Case ID: ri_71/html/0439-01.html
Source: Caselaw Access Project
Author: {"author": "\n      Moss, J.", "license": "Public Domain", "url": "https://static.case.law/"}
Date Created: 2024-08-24T03:29:51.129683

Maria C. Pereira vs. Harry Waxman et al.
    
    APRIL 25, 1946.
    Present: Flynn, C. J., Moss, Capotosto, Baker and Condon, JJ.
   Moss, J.

This proceeding was begun by the filing, on March 28, 1944, of a bill in equity by the owner in fee simple of a certain lot of land, with a dwelling house thereon, located on a plat of land in the city of Providence referred to as the “Sumner Plan”. That lot is numbered 84 on the plat and fronts westerly on Mount Vernon street, which runs approximately north and south. When the bill was filed, the respondents were, and still are, owners in common of lot No. 79 on this plat, with a dwelling house thereon. That lot is bounded on the east by St. James street and on the west by the complainant’s lot.

For about forty years before the bill was filed there were sewer pipes which ran underground from lot 79 underneath the cellar of lot 84 and carried sewage from lot 79 into a private drain underneath Mount Vernon street. The sewage from both premises flowed through these pipes and drain into a public sewer farther south underneath Glenham street.

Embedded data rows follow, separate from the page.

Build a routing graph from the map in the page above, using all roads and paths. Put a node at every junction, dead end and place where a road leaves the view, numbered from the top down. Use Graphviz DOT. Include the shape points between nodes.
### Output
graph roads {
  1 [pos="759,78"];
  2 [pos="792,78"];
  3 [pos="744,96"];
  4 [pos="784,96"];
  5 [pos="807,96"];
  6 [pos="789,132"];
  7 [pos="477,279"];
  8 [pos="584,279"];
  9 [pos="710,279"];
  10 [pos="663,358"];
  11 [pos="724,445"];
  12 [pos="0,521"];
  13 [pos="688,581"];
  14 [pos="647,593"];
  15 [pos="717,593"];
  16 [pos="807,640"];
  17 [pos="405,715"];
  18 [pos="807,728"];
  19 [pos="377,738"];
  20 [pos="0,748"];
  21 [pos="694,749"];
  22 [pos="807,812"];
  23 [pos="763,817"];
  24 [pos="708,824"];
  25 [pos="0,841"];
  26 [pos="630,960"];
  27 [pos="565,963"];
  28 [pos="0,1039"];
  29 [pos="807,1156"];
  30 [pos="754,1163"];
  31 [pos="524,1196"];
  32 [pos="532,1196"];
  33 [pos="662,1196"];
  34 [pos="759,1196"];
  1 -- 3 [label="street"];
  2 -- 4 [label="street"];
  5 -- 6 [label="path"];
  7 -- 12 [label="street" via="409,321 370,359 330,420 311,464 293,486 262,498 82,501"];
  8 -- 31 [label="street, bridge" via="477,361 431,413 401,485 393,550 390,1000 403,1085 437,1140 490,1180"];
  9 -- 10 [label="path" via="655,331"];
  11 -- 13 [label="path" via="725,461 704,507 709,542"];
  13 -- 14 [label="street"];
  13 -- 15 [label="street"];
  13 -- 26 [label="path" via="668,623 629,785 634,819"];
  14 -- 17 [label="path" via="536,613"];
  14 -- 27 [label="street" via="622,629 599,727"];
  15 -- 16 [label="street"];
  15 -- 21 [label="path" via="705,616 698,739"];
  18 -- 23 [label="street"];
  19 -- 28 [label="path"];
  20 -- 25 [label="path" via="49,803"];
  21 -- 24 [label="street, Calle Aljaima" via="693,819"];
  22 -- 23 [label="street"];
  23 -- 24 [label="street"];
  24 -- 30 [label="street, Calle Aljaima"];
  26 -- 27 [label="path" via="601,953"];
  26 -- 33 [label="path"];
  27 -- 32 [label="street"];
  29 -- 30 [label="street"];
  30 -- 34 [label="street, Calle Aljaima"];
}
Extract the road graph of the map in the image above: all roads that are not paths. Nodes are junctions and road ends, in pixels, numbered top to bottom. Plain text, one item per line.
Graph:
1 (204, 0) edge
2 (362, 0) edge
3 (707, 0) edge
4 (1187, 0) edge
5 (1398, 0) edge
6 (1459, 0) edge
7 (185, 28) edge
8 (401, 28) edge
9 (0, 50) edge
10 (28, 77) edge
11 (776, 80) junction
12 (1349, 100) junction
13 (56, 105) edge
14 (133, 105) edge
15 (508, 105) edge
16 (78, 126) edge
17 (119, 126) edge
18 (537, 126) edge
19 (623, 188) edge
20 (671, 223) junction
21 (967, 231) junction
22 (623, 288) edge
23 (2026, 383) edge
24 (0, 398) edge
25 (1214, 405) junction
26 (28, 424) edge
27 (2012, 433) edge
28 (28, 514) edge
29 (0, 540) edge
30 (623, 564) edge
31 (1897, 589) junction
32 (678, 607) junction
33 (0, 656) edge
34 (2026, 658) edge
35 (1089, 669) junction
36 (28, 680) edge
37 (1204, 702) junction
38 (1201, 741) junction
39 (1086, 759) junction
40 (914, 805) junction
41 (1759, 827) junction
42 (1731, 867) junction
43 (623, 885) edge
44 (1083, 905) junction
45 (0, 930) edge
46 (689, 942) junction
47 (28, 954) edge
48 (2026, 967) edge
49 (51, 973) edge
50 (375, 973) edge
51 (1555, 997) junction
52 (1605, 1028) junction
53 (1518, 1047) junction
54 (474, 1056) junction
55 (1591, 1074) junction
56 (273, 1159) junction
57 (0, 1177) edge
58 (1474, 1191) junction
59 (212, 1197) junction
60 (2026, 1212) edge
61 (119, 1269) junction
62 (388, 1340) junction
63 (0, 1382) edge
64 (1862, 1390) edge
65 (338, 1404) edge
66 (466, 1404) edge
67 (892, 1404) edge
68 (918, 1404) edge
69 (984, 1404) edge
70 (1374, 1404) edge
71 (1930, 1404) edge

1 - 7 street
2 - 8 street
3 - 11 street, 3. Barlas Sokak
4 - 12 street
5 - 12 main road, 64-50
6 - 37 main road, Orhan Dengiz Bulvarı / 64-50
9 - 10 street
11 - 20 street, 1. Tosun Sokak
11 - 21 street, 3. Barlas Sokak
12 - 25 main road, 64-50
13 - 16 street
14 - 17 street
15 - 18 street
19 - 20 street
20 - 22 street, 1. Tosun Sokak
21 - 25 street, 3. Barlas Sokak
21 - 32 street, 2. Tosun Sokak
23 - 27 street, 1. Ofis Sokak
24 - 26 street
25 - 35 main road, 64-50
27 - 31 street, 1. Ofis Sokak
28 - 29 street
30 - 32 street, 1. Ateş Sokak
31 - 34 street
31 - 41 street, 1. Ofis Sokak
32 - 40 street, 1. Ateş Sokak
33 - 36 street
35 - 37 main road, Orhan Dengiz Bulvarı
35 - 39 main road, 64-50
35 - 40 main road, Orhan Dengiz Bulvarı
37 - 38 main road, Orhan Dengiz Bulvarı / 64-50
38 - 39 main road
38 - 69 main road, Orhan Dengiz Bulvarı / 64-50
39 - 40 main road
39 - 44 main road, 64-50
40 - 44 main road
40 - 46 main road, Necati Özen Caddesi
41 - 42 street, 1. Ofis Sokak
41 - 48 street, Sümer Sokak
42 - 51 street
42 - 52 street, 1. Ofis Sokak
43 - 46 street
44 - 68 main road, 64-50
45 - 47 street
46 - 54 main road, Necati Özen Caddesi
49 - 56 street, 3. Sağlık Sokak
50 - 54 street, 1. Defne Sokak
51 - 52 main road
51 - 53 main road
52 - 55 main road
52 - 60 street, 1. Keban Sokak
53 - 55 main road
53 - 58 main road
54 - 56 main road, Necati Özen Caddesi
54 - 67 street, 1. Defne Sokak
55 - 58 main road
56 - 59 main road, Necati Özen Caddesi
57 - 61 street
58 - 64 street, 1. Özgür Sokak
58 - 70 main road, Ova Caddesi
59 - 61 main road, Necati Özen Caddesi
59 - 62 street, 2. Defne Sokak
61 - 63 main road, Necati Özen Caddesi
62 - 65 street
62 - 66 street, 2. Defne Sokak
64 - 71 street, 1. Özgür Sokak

A few years before the bill was filed the pipes carrying sewage from lot 79 underneath lot 84 burst in one or more places and let sewage escape into the complainant’s cellar. She then demanded of the respondents, as the owners of lot 79, that they repair the pipes carrying sewage from their lot and that they make good the damage caused to her by the escape of such sewage.

The respondents refused any compliance with that demand and therefore the complainant, under protest and for her own protection, had been obliged to have repairs made at great expense to her, to which expense respondents have refused to make any contribution. Not long afterwards similar leakage from the respondents’ pipes occurred and again, to protect her property, she had to make further repairs in them; and the respondents continued to refuse to make any contribution to the cost of such repairs.

The complainant therefore brought the present bill of complaint, setting forth, in substance and effect, the facts above stated and prayed that the respondents be permanently restrained and enjoined from further use, as a sewer or drain, of those pipes lying underneath the surface of the ground within the boundaries of her lot; that they be required to remove those pipes within such boundaries or to “provide for the severance and capping of said pipes so'as to prevent flowage from said lot No. 79 into said lot No. 84” and to prevent the sewage from their property from backing-up or running into her property as a result of such severance.

The respondents filed an answer in which they admitted the existence of the pipes which carried the refuse from their property to a drain located in Mount Vernon street, but said that they were unable to state where such pipes passed from their dwelling, or to particularly designate their location or wherein or how they connected with the sewerage system of the complainant.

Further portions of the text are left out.